[Brief]:
What lines of the listing include the string "decaff"? Show them all.

[Records]:
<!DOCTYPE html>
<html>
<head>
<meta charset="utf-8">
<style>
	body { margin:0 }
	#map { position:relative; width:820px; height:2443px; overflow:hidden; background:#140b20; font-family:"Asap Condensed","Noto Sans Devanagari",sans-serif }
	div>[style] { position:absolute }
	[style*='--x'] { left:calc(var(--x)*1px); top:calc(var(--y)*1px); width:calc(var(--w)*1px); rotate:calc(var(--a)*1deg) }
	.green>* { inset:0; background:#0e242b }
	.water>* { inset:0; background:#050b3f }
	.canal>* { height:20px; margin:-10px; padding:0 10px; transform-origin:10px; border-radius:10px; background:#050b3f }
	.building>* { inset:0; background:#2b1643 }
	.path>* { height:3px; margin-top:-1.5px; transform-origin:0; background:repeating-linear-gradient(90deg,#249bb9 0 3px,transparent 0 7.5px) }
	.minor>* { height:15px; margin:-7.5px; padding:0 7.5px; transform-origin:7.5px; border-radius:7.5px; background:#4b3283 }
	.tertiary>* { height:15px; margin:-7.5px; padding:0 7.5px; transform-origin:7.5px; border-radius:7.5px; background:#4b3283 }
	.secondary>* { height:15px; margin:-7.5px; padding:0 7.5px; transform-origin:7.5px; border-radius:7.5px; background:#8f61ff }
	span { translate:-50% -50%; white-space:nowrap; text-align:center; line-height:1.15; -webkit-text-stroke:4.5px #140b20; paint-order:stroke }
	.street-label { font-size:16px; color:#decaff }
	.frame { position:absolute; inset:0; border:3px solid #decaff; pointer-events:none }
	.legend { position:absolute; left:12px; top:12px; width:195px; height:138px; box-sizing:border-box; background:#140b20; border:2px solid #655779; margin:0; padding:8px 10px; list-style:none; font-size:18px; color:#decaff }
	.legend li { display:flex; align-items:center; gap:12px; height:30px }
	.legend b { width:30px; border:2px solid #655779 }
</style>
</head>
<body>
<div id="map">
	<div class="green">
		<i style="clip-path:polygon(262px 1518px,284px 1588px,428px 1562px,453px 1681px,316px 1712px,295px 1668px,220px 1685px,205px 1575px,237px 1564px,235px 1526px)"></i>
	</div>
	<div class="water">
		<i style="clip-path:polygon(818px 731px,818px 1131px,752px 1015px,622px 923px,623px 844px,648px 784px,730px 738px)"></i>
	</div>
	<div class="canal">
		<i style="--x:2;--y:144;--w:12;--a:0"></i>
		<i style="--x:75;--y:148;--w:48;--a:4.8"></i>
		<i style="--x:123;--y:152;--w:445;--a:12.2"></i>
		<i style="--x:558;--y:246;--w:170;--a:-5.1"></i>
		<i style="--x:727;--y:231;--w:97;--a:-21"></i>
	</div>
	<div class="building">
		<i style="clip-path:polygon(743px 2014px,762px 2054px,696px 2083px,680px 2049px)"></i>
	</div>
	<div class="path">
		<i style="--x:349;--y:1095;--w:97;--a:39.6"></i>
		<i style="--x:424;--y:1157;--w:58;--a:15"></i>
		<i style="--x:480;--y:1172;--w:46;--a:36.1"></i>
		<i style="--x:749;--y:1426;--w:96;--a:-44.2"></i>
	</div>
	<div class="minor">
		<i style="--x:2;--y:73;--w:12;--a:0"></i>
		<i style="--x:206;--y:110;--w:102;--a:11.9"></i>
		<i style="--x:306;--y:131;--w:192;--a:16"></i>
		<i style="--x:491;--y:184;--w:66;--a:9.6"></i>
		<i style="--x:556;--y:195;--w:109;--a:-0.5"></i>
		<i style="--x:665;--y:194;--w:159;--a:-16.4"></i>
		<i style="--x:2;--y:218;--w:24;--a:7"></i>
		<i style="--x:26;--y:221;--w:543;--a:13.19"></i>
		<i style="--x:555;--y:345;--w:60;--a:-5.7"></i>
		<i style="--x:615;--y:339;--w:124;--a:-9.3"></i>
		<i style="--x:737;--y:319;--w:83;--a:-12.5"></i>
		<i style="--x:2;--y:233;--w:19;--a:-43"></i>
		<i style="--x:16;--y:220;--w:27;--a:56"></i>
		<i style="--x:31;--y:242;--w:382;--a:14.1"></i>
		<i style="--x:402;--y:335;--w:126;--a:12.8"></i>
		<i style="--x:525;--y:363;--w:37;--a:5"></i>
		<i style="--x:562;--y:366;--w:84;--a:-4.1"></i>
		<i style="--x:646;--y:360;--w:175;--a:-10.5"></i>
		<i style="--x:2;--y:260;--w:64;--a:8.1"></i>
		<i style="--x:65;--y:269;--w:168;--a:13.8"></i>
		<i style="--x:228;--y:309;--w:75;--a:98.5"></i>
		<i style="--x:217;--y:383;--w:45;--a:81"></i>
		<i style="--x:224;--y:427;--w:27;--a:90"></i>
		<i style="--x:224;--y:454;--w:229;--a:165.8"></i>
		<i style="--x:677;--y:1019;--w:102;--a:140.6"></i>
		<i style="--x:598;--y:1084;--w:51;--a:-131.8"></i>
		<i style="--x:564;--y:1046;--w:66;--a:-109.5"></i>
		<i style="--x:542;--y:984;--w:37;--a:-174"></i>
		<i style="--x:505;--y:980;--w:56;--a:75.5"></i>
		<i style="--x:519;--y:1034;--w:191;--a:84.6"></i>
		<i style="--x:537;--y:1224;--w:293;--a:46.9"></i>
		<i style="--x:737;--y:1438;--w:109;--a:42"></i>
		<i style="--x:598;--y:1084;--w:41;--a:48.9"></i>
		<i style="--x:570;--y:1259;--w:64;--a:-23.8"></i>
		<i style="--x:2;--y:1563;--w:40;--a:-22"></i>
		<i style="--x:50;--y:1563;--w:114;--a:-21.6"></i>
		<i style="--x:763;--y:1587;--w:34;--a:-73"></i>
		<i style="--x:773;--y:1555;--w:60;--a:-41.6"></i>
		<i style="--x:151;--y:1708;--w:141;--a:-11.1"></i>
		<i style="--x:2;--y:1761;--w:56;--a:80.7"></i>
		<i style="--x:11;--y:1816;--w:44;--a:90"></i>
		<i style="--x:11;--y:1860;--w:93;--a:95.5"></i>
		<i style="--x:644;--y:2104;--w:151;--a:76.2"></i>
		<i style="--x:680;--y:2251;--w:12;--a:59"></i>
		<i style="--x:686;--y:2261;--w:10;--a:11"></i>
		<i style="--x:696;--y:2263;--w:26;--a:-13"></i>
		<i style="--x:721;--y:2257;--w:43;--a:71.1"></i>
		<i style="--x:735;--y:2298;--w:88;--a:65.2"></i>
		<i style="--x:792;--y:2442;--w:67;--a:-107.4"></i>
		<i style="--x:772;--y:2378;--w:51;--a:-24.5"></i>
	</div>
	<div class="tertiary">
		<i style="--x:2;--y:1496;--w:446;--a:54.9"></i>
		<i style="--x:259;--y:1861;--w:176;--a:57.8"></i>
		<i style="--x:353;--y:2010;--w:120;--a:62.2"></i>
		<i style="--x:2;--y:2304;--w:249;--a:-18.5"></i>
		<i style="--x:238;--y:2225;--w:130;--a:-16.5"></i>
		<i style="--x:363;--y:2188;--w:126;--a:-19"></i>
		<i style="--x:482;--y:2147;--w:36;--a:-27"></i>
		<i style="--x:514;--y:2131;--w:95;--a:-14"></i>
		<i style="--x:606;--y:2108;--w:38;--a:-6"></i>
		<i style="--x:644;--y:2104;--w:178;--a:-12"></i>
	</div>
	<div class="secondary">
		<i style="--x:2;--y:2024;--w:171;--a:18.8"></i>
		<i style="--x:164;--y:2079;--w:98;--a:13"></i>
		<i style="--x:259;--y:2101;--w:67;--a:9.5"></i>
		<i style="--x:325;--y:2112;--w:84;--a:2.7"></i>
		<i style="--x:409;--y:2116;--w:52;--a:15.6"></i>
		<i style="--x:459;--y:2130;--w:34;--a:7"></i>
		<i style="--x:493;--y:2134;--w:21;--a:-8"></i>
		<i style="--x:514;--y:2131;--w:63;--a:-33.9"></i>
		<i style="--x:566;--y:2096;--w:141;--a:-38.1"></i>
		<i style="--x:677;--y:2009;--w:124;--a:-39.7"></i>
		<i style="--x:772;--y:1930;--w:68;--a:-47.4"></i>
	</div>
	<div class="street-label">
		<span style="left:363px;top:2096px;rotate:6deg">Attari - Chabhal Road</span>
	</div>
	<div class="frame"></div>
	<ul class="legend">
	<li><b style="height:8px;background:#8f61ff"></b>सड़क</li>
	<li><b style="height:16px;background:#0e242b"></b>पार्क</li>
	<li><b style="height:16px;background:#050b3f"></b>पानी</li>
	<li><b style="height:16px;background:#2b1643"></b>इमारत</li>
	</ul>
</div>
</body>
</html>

[Solved problem]:
	.street-label { font-size:16px; color:#decaff }
	.frame { position:absolute; inset:0; border:3px solid #decaff; pointer-events:none }
	.legend { position:absolute; left:12px; top:12px; width:195px; height:138px; box-sizing:border-box; background:#140b20; border:2px solid #655779; margin:0; padding:8px 10px; list-style:none; font-size:18px; color:#decaff }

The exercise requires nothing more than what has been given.